¿Aladdin nos mintió?
- René Jiménez
- 8 may
- 1 Min. de lectura

Cimitarra es un término muy común (que afortunadamente hemos visto disminuir en popularidad) para referise a las exóticas espadas curvas y anchas de medio oriente. Pero es una palabra que tiene sus raíces en cierto grado de ignorancia y tentativamente en racismo. Las hojas en la era medieval solían ser rectas, cruciformes (claro exceptuando las messer, falchion y múltiples sables) por lo que en el arte por y para los cristianos europeos desde el Siglo XV empezamos a hallar este nombre para referise a las armas de personas malvadas, extranjeros o de bribones y gentuza.
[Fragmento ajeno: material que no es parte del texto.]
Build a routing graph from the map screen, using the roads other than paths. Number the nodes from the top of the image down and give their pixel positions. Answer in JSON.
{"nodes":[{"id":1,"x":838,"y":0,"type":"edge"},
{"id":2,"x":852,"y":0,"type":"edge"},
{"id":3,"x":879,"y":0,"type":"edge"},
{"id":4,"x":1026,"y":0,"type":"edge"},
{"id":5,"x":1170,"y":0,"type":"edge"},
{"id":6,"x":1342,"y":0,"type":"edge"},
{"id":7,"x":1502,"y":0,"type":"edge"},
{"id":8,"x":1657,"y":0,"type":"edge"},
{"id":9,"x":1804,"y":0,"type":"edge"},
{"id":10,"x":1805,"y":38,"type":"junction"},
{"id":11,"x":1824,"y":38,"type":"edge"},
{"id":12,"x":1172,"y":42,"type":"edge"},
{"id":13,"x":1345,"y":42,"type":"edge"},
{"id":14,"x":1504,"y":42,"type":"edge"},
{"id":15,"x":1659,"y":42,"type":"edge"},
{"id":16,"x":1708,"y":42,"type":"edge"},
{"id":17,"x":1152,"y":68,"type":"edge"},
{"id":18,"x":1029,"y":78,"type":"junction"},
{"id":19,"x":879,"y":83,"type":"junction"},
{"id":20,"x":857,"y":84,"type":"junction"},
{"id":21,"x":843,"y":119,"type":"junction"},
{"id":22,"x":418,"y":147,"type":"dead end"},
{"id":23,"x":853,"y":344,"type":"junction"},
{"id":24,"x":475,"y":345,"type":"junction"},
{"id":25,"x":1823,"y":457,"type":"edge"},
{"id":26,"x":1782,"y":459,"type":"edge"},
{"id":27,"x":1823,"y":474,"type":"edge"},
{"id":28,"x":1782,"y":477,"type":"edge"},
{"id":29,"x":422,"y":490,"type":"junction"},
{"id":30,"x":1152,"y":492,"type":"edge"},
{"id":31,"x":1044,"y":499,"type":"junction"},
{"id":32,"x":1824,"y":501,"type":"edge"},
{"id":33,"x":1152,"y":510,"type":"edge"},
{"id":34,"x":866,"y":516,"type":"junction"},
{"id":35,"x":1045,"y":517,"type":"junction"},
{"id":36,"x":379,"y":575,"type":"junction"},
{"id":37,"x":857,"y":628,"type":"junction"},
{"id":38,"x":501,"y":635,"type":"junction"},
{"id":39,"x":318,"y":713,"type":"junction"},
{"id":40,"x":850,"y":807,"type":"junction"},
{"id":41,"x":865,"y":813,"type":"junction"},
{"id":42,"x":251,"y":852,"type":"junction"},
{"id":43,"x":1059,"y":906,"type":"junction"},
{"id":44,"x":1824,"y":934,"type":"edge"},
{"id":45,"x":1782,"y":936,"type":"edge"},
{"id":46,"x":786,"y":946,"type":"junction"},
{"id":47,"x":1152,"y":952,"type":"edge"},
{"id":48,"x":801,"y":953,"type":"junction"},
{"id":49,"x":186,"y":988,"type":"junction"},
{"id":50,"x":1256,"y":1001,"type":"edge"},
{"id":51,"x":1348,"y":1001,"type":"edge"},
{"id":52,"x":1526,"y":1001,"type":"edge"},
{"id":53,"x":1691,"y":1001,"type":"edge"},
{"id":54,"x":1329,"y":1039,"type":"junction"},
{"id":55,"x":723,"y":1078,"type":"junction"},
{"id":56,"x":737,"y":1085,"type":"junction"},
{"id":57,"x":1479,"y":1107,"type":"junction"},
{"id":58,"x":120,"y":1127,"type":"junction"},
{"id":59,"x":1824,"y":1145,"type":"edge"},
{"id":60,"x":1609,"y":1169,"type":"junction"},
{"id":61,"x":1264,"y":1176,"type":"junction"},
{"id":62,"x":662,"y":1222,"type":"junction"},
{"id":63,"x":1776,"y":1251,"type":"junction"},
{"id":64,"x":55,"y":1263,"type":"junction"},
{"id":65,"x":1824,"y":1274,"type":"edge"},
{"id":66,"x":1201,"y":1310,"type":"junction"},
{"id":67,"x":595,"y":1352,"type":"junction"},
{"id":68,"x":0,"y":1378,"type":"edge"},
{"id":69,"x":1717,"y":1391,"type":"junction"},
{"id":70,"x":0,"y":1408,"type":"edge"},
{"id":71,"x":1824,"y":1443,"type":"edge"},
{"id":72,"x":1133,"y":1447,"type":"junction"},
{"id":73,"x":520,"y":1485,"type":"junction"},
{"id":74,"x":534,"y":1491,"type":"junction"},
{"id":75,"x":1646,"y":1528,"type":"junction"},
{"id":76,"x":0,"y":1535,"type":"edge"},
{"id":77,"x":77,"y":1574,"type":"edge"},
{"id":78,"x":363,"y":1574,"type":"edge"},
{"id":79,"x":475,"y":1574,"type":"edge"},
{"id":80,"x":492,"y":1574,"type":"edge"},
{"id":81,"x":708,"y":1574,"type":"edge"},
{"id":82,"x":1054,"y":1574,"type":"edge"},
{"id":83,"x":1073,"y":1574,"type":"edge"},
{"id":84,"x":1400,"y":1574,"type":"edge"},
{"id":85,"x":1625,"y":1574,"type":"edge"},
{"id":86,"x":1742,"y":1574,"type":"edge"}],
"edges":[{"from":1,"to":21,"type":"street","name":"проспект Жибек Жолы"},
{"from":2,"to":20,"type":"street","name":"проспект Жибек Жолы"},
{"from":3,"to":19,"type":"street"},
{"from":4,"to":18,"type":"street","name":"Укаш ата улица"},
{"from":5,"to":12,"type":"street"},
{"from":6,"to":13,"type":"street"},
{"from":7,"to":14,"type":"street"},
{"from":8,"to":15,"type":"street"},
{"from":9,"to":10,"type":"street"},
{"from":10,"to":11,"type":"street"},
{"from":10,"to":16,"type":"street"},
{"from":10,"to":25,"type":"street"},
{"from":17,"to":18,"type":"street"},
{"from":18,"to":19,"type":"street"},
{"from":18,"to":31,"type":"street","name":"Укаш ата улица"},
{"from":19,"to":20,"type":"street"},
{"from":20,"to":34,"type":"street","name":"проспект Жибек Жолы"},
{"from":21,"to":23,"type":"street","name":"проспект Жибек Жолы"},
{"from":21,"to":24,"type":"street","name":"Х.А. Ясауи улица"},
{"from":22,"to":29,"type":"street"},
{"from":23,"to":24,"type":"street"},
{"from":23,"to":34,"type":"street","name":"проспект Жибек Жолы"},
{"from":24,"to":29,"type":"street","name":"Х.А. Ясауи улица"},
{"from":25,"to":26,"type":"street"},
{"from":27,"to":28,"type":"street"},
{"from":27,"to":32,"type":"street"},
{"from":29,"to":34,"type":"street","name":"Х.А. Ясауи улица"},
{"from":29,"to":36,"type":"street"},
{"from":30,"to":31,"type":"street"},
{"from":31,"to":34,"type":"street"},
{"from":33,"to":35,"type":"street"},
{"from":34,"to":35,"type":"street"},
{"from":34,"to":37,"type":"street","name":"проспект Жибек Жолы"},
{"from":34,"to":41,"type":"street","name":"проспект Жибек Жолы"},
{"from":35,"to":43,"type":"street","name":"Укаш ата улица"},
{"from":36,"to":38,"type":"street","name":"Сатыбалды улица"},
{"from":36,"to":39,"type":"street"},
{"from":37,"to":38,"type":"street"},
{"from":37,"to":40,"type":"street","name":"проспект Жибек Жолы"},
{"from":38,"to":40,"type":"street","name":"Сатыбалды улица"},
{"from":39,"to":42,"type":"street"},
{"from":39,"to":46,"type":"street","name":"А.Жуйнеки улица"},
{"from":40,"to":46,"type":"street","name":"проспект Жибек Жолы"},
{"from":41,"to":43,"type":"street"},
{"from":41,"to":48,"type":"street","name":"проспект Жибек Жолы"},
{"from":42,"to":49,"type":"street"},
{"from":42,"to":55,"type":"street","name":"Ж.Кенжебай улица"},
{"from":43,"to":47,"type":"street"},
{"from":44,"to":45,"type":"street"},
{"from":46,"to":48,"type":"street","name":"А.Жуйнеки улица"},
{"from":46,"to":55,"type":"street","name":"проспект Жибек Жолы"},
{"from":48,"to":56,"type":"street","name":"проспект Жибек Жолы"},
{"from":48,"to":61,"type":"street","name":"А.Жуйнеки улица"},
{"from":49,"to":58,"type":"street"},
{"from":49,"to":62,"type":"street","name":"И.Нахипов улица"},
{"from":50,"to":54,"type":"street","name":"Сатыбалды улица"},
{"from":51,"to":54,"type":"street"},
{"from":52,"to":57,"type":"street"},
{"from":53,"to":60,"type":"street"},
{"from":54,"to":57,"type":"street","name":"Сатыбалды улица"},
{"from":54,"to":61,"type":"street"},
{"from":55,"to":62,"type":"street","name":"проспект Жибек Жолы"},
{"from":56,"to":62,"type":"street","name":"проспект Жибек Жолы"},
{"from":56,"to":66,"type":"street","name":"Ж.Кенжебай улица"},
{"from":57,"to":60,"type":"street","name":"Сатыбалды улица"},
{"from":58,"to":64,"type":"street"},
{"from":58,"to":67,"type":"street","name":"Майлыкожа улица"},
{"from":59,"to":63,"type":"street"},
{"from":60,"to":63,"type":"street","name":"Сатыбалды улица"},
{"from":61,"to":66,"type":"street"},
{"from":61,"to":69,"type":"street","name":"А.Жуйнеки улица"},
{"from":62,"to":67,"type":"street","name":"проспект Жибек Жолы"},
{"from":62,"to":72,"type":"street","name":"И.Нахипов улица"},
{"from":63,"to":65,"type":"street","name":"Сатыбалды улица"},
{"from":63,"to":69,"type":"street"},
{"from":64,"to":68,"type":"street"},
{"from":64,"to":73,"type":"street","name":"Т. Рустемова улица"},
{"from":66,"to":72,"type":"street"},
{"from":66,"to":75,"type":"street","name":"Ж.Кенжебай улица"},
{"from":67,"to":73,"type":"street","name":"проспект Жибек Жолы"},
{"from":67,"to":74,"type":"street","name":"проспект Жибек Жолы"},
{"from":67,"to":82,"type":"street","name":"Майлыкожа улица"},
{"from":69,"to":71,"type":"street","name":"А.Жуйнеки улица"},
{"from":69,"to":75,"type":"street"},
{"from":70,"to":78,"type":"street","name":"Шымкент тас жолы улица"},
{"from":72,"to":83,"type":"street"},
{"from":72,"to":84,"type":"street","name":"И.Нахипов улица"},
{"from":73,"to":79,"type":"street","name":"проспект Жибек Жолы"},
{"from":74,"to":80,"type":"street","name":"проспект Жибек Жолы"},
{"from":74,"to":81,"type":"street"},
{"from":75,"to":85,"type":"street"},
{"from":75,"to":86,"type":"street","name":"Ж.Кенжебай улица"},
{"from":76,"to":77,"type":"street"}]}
Aunque hoy en día sabemos sin lugar a dudas que se trata de exageraciones de la época y que estas armas no existieron históricamente, la tendencia de representar guerreros de Medio Oriente blandiendo cimitarras continuó mucho después del período medieval y se arraigó en el espíritu cultural. Las espadas y sables que se usaron por los infieles enemigos de la fe son las siguientes:
Pulwar, Afganistán

Shamsir, Persia

Khopesh, Egipto

Shotel, Etiopía

Nimcha, Marruecos

Kilij (kiliç) Otomano, Turquía

Tulwar o Talwar, India

Vemos en todas ellas ciertas características comunes como su curvatura, su perfil delgado, sus empuñaduras elaboradas - pero claramente podemos distinguir claras diferencias. Así que si vemos una de estas...


podemos con toda confianza encasillarlas como Cimitarras de fantasía.